▸ PROBLEM TO SOLVE: Below are the records. Gather each line that holds "points".

▸ RAW DATA:
☆ ☆ ☆

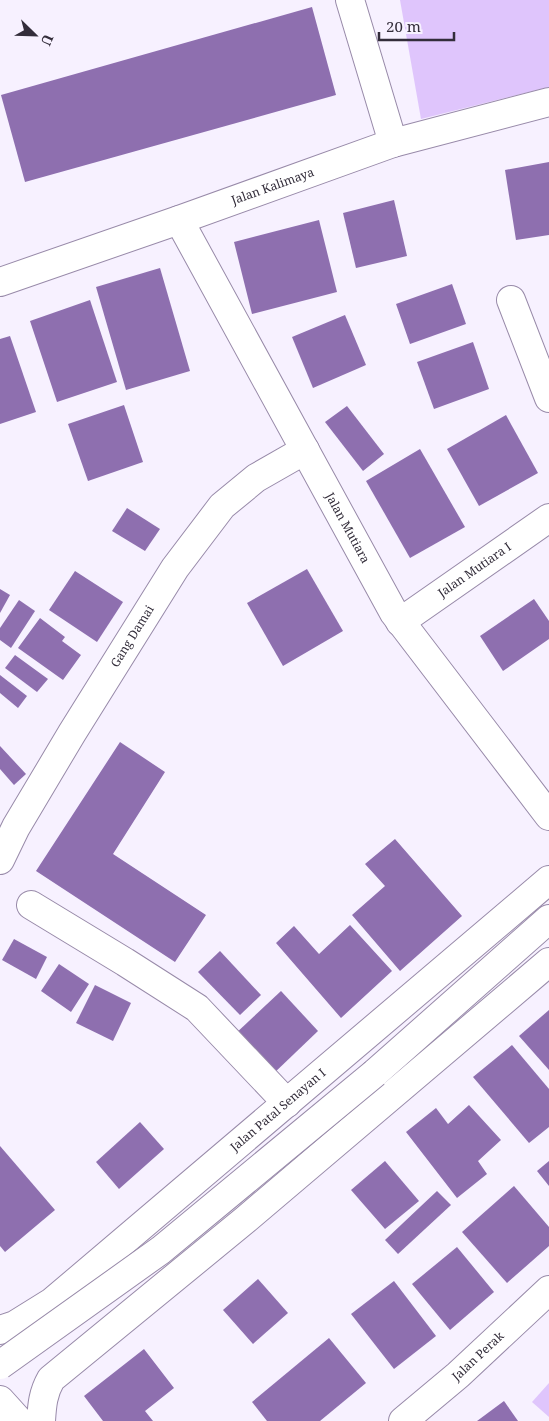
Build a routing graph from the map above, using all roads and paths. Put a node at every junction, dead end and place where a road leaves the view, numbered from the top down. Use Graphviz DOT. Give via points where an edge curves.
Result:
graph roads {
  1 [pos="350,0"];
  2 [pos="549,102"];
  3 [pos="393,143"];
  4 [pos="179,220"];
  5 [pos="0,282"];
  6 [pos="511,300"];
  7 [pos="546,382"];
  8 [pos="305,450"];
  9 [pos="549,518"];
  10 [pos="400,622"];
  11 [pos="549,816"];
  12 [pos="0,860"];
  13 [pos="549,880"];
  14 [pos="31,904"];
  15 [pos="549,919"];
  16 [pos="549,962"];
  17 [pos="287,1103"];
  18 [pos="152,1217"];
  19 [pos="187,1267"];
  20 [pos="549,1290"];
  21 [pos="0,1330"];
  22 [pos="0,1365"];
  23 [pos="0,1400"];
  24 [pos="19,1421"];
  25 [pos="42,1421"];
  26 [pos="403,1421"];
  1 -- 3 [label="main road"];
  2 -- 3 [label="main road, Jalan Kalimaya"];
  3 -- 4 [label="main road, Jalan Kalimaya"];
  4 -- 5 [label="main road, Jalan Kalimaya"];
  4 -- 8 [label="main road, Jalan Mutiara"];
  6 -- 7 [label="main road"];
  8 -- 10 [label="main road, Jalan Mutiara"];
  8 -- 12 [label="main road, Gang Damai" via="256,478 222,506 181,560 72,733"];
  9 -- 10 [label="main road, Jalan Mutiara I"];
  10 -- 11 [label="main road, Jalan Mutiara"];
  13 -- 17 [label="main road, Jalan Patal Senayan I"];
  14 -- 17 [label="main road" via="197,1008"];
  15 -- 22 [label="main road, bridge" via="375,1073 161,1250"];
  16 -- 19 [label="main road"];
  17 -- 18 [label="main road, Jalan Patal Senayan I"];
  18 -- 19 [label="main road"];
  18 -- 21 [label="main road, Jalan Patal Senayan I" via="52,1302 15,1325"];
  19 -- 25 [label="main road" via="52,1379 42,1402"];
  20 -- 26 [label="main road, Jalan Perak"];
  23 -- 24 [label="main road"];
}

☆ ☆ ☆

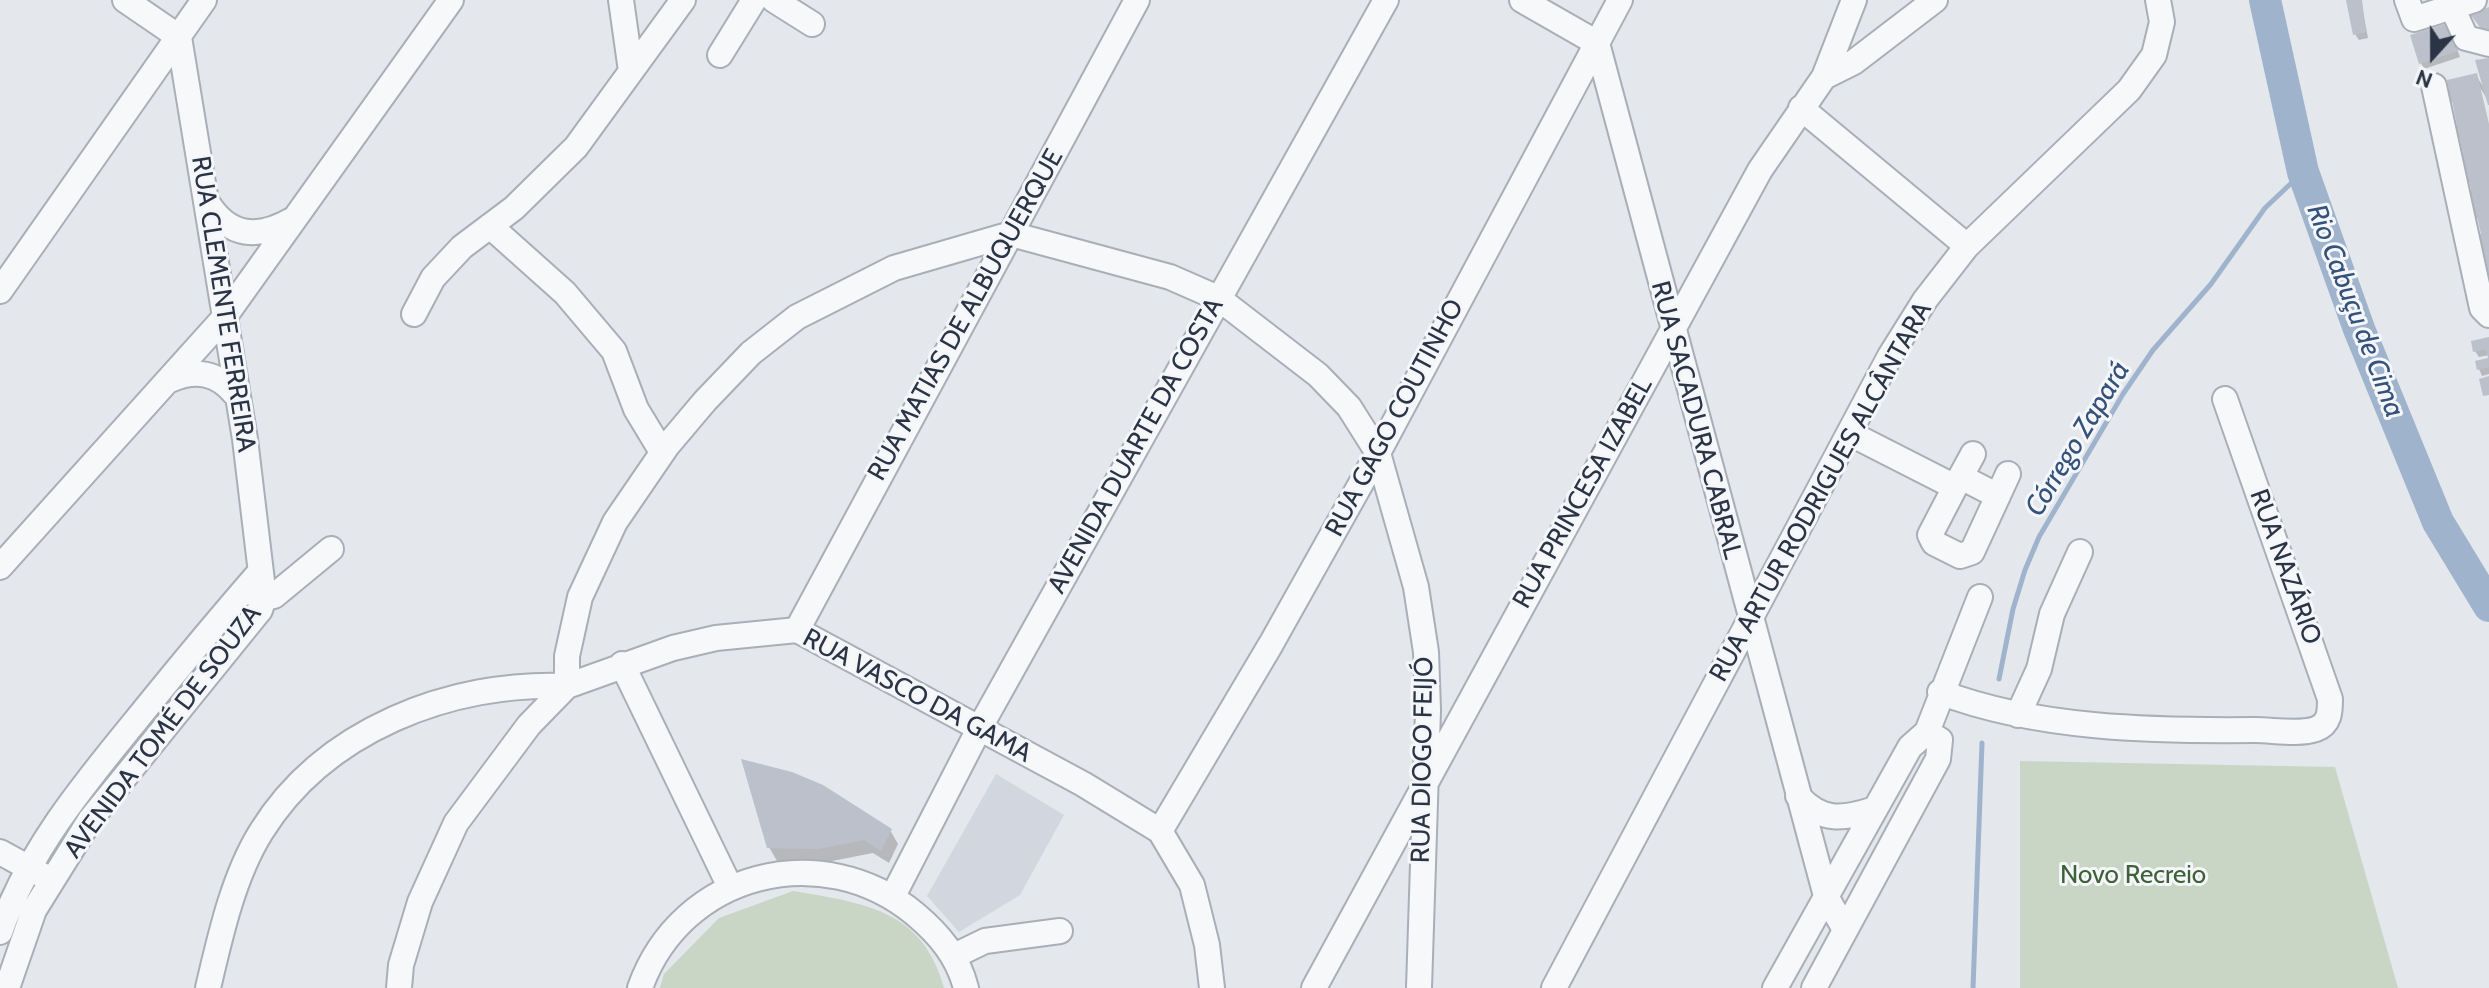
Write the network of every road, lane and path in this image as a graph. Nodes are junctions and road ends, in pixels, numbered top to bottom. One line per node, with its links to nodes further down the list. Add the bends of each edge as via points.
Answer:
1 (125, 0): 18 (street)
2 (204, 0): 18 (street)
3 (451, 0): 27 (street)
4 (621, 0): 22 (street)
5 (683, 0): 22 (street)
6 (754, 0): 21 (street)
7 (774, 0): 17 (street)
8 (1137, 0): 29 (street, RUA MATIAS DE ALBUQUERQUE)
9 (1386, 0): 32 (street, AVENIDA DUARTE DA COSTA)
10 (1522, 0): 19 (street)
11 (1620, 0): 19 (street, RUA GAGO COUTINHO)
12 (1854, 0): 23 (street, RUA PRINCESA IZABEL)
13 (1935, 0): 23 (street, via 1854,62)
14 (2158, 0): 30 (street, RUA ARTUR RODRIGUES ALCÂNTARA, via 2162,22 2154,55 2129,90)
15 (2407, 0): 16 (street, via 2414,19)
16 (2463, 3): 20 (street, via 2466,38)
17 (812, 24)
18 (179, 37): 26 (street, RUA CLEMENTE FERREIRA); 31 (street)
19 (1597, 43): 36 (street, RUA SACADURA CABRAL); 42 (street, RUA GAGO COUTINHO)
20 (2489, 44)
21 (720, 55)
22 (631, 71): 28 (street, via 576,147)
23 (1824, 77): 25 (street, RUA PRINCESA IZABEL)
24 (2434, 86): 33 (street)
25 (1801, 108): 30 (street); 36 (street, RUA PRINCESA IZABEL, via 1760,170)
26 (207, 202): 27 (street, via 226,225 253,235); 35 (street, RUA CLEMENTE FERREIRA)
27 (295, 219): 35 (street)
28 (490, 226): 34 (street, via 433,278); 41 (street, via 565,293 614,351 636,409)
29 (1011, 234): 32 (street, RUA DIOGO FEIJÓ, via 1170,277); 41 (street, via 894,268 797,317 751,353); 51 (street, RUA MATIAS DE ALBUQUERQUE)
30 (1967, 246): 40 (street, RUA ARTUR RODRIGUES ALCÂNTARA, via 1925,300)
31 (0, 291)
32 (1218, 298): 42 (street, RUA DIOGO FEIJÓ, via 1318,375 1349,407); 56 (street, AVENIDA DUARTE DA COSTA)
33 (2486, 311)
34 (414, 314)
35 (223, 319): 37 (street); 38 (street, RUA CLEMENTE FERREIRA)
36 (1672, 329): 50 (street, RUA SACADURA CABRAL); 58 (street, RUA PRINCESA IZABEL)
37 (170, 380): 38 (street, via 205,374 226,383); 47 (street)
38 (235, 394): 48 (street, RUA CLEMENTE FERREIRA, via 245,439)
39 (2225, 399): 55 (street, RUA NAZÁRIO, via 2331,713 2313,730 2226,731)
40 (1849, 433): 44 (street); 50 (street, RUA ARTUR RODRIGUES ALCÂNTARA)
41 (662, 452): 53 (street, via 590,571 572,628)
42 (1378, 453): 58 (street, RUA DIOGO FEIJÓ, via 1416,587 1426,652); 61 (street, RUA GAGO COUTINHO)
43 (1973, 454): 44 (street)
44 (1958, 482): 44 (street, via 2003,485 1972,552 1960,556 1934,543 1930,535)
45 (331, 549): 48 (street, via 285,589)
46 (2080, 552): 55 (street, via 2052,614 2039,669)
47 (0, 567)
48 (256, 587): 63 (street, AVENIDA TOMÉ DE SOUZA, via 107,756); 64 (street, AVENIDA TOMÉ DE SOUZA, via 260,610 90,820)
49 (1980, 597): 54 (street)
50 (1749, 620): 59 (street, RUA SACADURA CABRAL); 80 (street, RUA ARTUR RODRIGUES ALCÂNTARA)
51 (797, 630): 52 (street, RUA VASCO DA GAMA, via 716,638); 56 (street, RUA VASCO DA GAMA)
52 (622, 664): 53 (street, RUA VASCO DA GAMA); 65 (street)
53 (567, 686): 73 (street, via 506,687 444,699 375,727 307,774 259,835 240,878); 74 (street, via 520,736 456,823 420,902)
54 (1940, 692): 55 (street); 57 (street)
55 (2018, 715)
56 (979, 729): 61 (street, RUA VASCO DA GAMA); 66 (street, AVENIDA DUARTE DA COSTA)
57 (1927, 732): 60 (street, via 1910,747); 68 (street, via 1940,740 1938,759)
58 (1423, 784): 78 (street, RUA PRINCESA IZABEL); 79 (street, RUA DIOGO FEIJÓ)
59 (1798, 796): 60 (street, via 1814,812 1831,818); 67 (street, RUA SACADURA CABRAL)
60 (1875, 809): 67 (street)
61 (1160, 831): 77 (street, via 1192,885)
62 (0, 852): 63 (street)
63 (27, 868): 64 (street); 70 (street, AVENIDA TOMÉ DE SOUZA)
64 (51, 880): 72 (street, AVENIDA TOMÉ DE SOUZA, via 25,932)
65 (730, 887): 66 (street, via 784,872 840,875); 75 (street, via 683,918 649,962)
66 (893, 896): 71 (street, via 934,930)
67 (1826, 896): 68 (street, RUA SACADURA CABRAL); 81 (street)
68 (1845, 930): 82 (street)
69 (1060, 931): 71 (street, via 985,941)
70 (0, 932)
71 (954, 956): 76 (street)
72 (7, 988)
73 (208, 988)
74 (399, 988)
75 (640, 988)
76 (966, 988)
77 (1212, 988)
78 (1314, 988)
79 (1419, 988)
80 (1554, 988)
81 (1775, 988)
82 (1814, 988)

☆ ☆ ☆

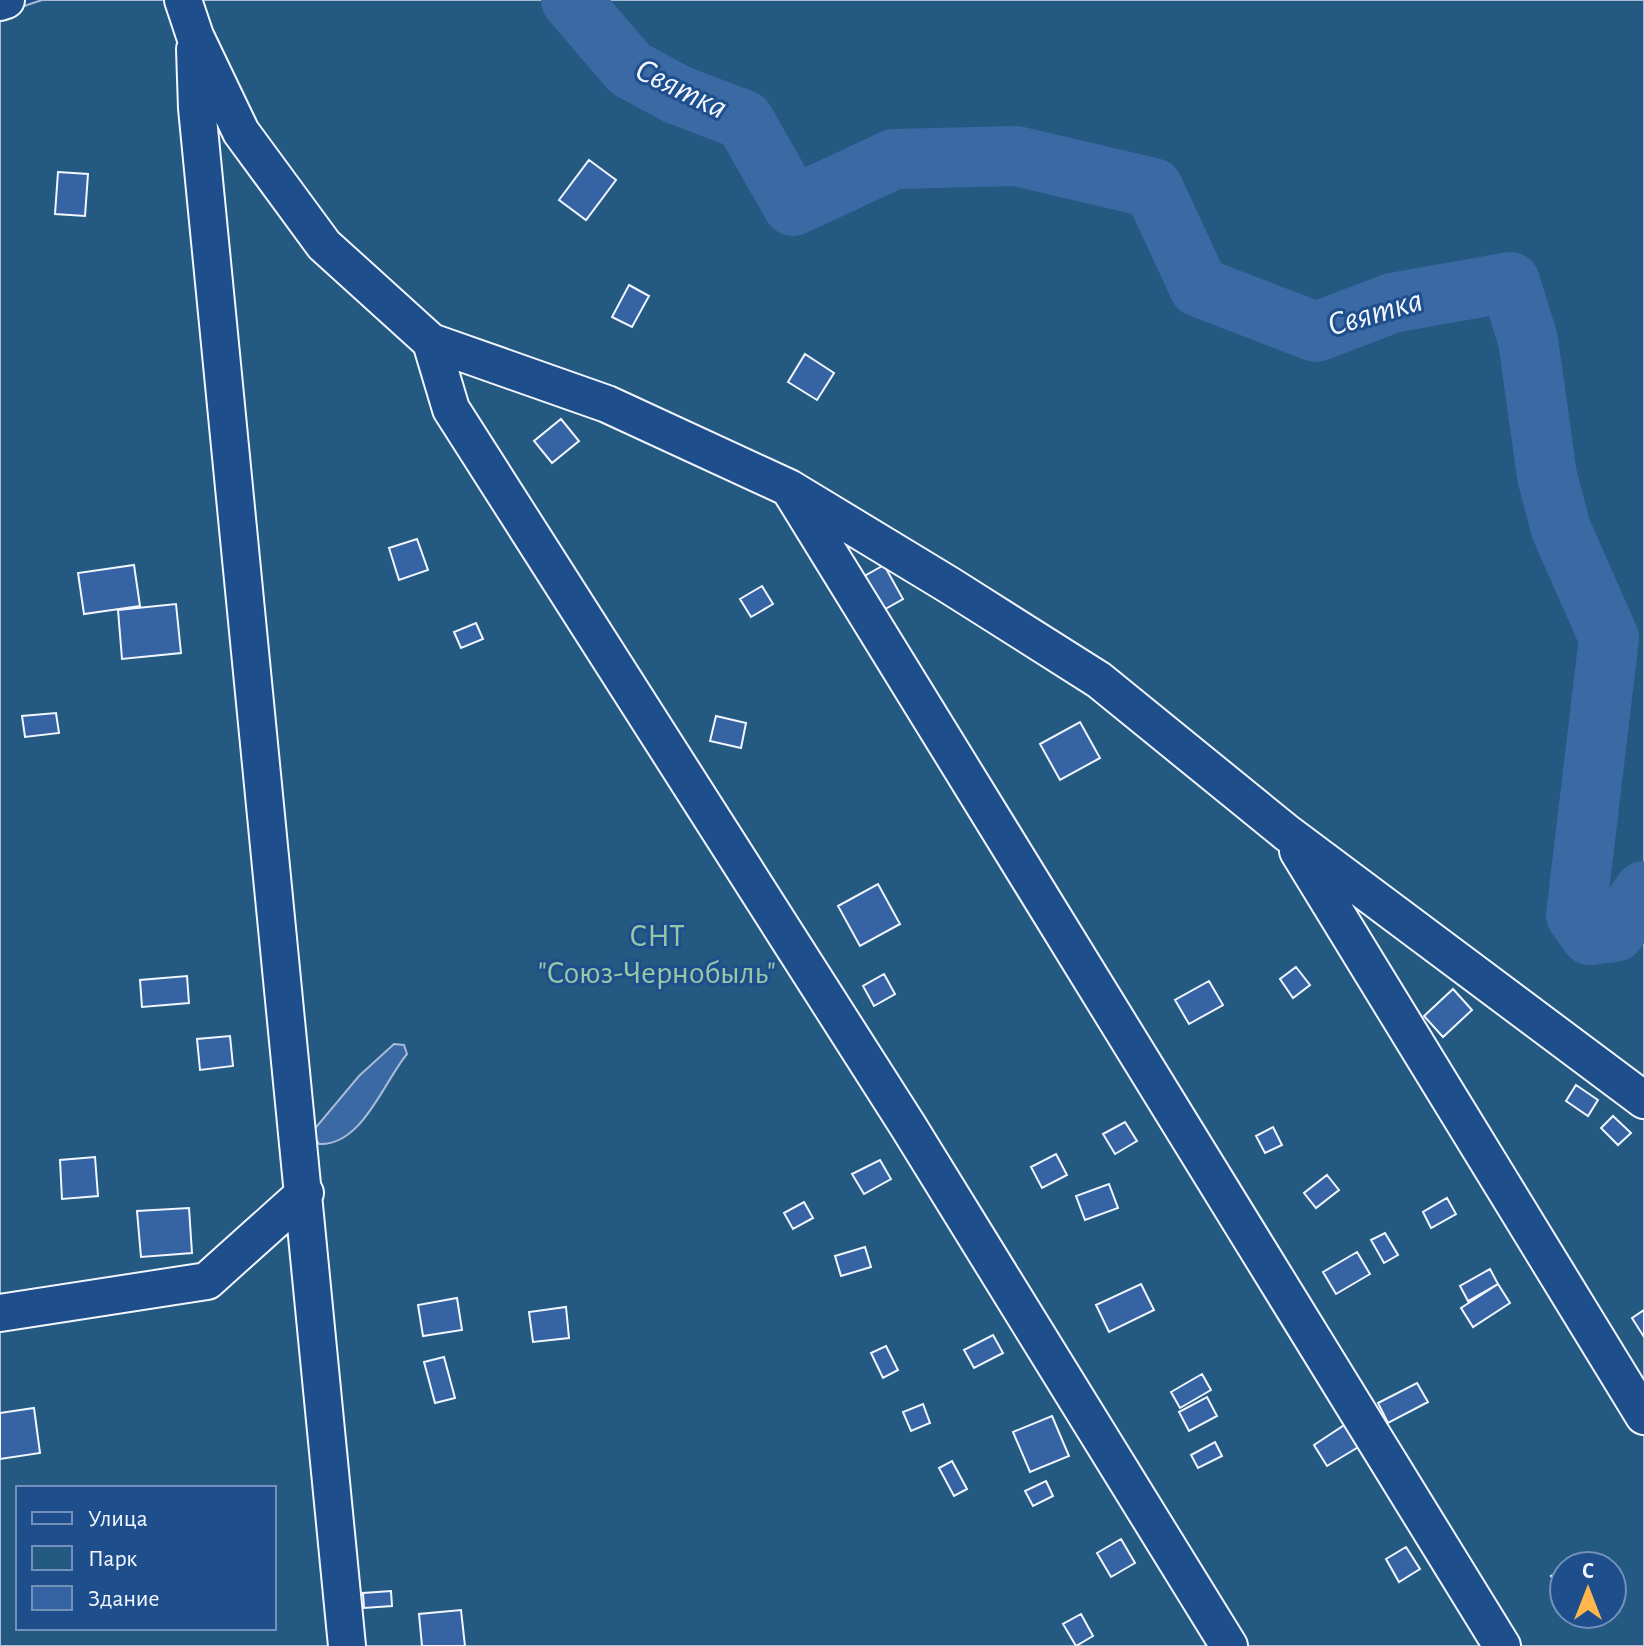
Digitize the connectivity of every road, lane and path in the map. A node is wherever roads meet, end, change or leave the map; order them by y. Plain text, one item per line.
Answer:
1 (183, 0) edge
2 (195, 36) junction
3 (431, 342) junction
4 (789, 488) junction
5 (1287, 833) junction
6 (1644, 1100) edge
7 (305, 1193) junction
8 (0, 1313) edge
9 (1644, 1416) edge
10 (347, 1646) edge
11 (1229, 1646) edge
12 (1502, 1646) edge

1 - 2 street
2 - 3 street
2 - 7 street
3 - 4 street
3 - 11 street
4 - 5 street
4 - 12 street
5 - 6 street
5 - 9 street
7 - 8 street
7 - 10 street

☆ ☆ ☆

▸ OUTPUT OF THE EXERCISE:
Build a routing graph from the map above, using all roads and paths. Put a node at every junction, dead end and place where a road leaves the view, numbered from the top down. Use Graphviz DOT. Give via points where an edge curves.
Write the network of every road, lane and path in this image as a graph. Nodes are junctions and road ends, in pixels, numbered top to bottom. One line per node, with its links to nodes further down the list. Add the bends of each edge as via points.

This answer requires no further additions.